*** INFORMATION PROVIDED Section Begins ***

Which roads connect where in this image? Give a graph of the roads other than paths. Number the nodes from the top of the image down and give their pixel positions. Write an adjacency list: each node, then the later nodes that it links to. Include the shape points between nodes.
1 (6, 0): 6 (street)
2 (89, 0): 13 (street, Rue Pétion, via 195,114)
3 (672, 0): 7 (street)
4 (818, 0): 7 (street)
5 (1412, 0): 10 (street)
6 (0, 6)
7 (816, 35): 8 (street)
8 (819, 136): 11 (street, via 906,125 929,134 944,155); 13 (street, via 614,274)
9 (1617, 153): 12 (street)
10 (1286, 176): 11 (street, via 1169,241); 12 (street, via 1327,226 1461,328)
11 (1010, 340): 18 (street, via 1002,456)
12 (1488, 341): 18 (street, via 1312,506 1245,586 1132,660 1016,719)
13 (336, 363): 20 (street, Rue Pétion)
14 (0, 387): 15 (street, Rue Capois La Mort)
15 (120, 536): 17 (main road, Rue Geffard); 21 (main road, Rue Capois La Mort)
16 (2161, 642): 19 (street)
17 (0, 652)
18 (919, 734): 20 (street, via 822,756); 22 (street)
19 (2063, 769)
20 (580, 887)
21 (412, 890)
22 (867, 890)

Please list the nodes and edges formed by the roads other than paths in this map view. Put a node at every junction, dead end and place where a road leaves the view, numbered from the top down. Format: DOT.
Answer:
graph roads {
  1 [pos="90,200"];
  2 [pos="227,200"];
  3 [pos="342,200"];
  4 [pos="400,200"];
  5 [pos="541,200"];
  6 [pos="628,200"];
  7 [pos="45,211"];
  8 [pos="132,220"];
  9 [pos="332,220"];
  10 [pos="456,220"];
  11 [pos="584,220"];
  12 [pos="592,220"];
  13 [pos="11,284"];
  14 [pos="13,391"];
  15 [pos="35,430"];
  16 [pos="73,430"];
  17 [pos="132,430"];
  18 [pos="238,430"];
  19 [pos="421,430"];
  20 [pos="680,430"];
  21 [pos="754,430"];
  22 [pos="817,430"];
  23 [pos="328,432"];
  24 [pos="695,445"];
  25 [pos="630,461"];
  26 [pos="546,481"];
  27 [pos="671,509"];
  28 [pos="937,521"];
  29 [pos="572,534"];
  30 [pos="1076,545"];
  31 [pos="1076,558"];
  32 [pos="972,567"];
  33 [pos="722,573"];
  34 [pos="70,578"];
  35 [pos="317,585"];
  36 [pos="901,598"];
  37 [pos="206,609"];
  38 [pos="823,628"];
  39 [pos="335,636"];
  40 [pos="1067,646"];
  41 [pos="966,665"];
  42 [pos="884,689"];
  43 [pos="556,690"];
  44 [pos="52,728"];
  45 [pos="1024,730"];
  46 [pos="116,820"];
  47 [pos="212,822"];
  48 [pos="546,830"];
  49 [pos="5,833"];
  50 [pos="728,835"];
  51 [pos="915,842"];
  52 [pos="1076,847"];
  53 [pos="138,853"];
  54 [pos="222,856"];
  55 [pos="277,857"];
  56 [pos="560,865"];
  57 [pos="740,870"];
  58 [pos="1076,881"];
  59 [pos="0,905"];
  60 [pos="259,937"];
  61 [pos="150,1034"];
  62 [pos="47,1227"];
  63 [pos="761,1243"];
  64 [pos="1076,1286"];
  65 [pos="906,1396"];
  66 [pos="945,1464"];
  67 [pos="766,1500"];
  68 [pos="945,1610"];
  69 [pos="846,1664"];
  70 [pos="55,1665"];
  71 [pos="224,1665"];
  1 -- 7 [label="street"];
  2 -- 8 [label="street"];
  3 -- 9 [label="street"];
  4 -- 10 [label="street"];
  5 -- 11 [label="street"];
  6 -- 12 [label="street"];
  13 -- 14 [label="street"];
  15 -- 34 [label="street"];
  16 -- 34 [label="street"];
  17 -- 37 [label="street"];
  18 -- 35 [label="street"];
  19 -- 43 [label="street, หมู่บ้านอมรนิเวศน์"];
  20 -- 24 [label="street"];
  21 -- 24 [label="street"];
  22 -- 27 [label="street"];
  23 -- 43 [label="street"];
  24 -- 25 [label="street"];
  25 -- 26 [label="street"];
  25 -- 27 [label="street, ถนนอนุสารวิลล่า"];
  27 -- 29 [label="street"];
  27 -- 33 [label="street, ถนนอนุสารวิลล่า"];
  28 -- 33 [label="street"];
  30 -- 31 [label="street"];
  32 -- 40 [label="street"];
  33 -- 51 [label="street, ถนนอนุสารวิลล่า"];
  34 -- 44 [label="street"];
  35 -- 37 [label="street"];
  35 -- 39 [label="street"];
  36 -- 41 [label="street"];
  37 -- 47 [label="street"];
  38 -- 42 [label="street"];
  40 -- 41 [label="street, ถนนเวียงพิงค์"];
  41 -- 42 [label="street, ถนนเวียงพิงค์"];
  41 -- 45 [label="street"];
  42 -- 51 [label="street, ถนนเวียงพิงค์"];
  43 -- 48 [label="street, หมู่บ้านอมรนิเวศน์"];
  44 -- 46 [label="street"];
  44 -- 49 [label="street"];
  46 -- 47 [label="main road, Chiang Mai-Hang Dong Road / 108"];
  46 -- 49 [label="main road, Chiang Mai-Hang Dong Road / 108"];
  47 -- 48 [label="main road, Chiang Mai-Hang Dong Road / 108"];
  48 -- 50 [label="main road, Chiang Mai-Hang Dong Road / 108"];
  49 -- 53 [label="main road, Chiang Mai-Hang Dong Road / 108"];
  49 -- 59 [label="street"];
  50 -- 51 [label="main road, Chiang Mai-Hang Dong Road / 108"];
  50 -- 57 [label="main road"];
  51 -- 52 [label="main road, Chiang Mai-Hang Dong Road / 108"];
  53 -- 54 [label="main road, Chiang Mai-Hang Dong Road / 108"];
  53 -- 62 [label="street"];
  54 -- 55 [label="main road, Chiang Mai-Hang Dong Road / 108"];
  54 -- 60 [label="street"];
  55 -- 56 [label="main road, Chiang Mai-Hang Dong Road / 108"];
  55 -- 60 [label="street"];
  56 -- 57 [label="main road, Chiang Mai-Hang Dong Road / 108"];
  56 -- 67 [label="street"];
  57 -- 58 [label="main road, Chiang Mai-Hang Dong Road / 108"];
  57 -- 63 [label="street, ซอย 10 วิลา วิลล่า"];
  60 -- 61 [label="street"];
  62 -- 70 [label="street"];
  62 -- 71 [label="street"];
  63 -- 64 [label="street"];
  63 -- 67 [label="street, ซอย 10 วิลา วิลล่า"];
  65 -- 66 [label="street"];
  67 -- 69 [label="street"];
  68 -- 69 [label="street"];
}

*** INFORMATION PROVIDED Section Ends ***

*REQUIRED WORK:*
Please give back the records exactly as written, beginning at the first line and including the line that holds "Please list the" as the last.

*TASK OUTPUT:*
Which roads connect where in this image? Give a graph of the roads other than paths. Number the nodes from the top of the image down and give their pixel positions. Write an adjacency list: each node, then the later nodes that it links to. Include the shape points between nodes.
1 (6, 0): 6 (street)
2 (89, 0): 13 (street, Rue Pétion, via 195,114)
3 (672, 0): 7 (street)
4 (818, 0): 7 (street)
5 (1412, 0): 10 (street)
6 (0, 6)
7 (816, 35): 8 (street)
8 (819, 136): 11 (street, via 906,125 929,134 944,155); 13 (street, via 614,274)
9 (1617, 153): 12 (street)
10 (1286, 176): 11 (street, via 1169,241); 12 (street, via 1327,226 1461,328)
11 (1010, 340): 18 (street, via 1002,456)
12 (1488, 341): 18 (street, via 1312,506 1245,586 1132,660 1016,719)
13 (336, 363): 20 (street, Rue Pétion)
14 (0, 387): 15 (street, Rue Capois La Mort)
15 (120, 536): 17 (main road, Rue Geffard); 21 (main road, Rue Capois La Mort)
16 (2161, 642): 19 (street)
17 (0, 652)
18 (919, 734): 20 (street, via 822,756); 22 (street)
19 (2063, 769)
20 (580, 887)
21 (412, 890)
22 (867, 890)

Please list the nodes and edges formed by the roads other than paths in this map view. Put a node at every junction, dead end and place where a road leaves the view, numbered from the top down. Format: DOT.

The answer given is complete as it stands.